Top of The records

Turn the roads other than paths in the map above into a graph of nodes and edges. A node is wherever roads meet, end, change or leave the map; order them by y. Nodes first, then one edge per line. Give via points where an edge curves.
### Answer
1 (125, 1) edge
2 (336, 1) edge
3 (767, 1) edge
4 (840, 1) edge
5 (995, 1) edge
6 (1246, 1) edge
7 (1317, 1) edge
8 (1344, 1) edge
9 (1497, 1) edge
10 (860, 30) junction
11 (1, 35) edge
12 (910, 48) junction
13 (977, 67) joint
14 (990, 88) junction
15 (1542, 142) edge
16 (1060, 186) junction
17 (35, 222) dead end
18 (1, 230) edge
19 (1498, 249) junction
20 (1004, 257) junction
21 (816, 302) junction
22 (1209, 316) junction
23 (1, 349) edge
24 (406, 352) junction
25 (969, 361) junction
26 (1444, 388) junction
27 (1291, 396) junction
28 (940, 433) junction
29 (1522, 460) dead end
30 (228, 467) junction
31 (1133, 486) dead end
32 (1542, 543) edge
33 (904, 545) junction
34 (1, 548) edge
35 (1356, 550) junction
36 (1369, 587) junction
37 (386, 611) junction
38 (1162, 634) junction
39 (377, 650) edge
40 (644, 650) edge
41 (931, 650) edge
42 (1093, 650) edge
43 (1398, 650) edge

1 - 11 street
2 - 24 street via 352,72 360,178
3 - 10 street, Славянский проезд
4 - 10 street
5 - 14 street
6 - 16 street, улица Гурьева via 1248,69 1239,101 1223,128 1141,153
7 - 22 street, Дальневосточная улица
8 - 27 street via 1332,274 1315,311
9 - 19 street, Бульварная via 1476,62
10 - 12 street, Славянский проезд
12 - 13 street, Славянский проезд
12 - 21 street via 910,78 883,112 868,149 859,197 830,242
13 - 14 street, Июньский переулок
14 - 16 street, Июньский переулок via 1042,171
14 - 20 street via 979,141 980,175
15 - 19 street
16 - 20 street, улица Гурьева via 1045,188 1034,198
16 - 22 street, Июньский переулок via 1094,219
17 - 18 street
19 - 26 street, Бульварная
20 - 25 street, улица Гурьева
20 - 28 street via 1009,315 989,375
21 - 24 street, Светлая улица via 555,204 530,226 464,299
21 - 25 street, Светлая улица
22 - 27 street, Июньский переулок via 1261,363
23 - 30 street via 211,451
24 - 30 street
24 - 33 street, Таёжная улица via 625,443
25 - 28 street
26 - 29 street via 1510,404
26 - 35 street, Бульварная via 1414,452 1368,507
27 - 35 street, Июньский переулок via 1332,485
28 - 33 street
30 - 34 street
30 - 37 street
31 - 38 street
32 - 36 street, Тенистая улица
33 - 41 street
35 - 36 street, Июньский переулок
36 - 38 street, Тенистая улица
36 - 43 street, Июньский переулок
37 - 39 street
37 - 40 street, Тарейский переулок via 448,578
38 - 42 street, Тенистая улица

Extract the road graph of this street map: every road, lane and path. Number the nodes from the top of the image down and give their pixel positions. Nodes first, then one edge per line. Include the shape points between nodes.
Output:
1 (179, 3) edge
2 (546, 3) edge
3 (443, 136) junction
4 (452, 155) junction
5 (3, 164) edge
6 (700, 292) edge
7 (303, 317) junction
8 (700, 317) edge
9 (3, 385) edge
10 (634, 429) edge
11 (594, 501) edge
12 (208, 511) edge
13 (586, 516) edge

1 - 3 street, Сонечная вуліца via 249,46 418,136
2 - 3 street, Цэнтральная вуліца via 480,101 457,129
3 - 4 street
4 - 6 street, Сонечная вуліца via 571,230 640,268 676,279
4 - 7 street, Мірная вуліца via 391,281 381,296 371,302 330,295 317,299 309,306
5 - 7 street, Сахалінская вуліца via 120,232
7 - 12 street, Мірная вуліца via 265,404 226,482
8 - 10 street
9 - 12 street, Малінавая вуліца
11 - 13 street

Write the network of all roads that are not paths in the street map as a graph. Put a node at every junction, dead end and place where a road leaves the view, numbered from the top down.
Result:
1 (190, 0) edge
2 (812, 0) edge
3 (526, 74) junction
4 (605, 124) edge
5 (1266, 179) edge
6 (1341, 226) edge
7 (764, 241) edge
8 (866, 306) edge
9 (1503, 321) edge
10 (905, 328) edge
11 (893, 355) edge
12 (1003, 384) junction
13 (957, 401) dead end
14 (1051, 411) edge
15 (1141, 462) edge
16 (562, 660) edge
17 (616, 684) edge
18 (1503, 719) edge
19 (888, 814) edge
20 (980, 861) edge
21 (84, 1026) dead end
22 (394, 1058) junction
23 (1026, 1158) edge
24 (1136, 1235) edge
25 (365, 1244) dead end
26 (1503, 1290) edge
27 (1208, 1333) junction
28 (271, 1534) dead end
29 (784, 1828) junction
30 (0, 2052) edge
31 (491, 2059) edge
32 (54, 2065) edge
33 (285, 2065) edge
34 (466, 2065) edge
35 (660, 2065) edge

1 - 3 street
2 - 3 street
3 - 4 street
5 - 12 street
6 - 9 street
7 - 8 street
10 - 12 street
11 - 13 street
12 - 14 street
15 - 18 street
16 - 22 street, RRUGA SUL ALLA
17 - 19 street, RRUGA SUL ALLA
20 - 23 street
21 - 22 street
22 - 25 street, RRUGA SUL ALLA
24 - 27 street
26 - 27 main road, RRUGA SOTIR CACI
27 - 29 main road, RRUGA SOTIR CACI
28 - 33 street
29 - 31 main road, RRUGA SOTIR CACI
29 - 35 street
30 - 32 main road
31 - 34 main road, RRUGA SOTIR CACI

Bottom of The records

• _What you need to do_
Using the material above, extract the line that contains "Write the network" and every line after it, exactly as given; stop at the last line.

• _Written response_
Write the network of all roads that are not paths in the street map as a graph. Put a node at every junction, dead end and place where a road leaves the view, numbered from the top down.
Result:
1 (190, 0) edge
2 (812, 0) edge
3 (526, 74) junction
4 (605, 124) edge
5 (1266, 179) edge
6 (1341, 226) edge
7 (764, 241) edge
8 (866, 306) edge
9 (1503, 321) edge
10 (905, 328) edge
11 (893, 355) edge
12 (1003, 384) junction
13 (957, 401) dead end
14 (1051, 411) edge
15 (1141, 462) edge
16 (562, 660) edge
17 (616, 684) edge
18 (1503, 719) edge
19 (888, 814) edge
20 (980, 861) edge
21 (84, 1026) dead end
22 (394, 1058) junction
23 (1026, 1158) edge
24 (1136, 1235) edge
25 (365, 1244) dead end
26 (1503, 1290) edge
27 (1208, 1333) junction
28 (271, 1534) dead end
29 (784, 1828) junction
30 (0, 2052) edge
31 (491, 2059) edge
32 (54, 2065) edge
33 (285, 2065) edge
34 (466, 2065) edge
35 (660, 2065) edge

1 - 3 street
2 - 3 street
3 - 4 street
5 - 12 street
6 - 9 street
7 - 8 street
10 - 12 street
11 - 13 street
12 - 14 street
15 - 18 street
16 - 22 street, RRUGA SUL ALLA
17 - 19 street, RRUGA SUL ALLA
20 - 23 street
21 - 22 street
22 - 25 street, RRUGA SUL ALLA
24 - 27 street
26 - 27 main road, RRUGA SOTIR CACI
27 - 29 main road, RRUGA SOTIR CACI
28 - 33 street
29 - 31 main road, RRUGA SOTIR CACI
29 - 35 street
30 - 32 main road
31 - 34 main road, RRUGA SOTIR CACI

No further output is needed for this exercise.